-- Provided information follows --

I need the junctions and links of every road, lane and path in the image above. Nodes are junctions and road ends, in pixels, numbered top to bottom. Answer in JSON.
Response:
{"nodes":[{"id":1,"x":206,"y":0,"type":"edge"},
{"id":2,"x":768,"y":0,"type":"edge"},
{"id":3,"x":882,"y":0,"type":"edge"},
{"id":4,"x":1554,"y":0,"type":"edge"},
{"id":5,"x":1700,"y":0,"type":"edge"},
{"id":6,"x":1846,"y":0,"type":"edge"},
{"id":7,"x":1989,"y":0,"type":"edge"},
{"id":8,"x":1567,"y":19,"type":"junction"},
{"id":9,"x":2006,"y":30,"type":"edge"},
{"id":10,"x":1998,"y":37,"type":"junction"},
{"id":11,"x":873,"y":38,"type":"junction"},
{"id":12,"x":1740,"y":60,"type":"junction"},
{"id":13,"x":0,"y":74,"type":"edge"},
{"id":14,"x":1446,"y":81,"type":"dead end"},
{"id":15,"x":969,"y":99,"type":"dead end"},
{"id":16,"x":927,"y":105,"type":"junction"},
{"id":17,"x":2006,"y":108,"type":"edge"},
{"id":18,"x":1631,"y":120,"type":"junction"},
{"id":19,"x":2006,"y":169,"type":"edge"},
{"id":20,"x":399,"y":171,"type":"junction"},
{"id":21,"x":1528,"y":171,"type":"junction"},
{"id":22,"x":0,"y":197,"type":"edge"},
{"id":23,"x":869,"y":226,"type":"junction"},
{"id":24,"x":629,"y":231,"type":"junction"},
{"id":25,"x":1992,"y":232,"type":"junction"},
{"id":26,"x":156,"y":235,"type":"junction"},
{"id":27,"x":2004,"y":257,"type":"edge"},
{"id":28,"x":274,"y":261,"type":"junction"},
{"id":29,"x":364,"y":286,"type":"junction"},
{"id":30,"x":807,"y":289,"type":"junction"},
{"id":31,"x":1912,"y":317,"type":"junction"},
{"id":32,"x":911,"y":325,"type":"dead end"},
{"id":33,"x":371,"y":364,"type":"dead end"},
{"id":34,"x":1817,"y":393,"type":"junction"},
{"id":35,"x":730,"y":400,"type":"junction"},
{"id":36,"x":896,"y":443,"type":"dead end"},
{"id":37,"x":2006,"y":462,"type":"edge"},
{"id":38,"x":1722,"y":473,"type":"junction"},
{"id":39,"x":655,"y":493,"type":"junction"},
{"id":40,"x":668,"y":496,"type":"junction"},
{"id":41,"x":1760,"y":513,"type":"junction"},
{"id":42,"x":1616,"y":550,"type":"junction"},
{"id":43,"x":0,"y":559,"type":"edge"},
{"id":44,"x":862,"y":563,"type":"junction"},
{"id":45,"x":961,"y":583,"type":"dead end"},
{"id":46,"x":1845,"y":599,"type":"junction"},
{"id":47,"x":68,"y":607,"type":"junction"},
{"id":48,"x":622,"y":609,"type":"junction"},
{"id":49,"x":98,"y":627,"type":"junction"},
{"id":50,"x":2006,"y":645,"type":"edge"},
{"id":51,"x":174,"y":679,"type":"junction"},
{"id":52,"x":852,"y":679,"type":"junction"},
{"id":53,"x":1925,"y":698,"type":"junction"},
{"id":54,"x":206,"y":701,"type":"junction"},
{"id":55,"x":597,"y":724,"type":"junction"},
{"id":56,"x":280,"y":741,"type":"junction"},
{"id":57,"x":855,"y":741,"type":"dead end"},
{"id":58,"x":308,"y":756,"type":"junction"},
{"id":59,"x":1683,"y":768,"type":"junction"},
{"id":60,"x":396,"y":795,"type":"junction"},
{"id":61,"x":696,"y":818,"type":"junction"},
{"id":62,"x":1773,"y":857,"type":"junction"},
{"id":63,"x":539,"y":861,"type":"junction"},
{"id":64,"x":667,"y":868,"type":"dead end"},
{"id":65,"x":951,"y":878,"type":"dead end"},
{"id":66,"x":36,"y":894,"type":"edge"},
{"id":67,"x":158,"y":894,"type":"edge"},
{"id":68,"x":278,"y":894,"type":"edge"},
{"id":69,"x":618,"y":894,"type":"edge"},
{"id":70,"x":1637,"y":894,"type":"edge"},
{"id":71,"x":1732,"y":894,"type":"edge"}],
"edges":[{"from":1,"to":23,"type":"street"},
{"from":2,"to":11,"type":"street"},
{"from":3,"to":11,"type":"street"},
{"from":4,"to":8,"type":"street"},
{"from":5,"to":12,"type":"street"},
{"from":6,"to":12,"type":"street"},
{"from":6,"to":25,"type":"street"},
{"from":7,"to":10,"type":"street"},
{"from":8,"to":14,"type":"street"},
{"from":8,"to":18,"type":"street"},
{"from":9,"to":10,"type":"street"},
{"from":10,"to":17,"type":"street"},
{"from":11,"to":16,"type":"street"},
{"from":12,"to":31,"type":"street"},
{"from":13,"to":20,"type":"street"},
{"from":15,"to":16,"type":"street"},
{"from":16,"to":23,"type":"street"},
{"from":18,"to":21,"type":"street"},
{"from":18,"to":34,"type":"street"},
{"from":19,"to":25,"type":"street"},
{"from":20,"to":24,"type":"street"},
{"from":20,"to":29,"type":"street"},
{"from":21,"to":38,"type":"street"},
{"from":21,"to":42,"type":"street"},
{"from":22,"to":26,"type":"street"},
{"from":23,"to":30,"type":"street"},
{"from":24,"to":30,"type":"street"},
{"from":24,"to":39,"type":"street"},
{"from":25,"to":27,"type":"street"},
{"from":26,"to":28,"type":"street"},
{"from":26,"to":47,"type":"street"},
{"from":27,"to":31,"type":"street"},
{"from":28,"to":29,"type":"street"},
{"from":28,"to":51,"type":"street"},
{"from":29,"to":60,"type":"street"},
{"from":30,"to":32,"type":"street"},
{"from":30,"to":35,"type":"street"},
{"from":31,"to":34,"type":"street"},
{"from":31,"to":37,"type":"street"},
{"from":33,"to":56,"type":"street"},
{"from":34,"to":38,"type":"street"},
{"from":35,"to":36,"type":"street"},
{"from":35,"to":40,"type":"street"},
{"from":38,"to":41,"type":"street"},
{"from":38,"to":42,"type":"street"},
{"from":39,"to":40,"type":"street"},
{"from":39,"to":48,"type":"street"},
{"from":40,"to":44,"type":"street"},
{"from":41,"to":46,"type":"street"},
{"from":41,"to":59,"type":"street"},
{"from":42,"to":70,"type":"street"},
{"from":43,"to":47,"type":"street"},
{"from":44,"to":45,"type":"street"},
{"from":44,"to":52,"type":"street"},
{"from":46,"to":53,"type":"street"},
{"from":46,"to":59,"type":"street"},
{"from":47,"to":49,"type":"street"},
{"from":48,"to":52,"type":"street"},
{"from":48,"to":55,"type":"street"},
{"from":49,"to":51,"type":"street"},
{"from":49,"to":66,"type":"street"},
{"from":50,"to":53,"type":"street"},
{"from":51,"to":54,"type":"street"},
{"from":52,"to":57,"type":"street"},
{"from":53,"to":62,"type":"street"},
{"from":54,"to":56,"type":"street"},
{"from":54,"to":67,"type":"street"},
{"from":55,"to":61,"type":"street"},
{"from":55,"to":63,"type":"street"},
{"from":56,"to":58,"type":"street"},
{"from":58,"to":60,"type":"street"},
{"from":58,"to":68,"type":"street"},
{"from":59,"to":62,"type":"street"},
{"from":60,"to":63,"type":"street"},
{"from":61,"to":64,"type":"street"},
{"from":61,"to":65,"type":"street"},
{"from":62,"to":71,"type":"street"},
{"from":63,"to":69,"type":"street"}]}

-- Provided information concluded --

Out of the preceding entries, pull each line that contains the word "dead".

{"id":14,"x":1446,"y":81,"type":"dead end"},
{"id":15,"x":969,"y":99,"type":"dead end"},
{"id":32,"x":911,"y":325,"type":"dead end"},
{"id":33,"x":371,"y":364,"type":"dead end"},
{"id":36,"x":896,"y":443,"type":"dead end"},
{"id":45,"x":961,"y":583,"type":"dead end"},
{"id":57,"x":855,"y":741,"type":"dead end"},
{"id":64,"x":667,"y":868,"type":"dead end"},
{"id":65,"x":951,"y":878,"type":"dead end"},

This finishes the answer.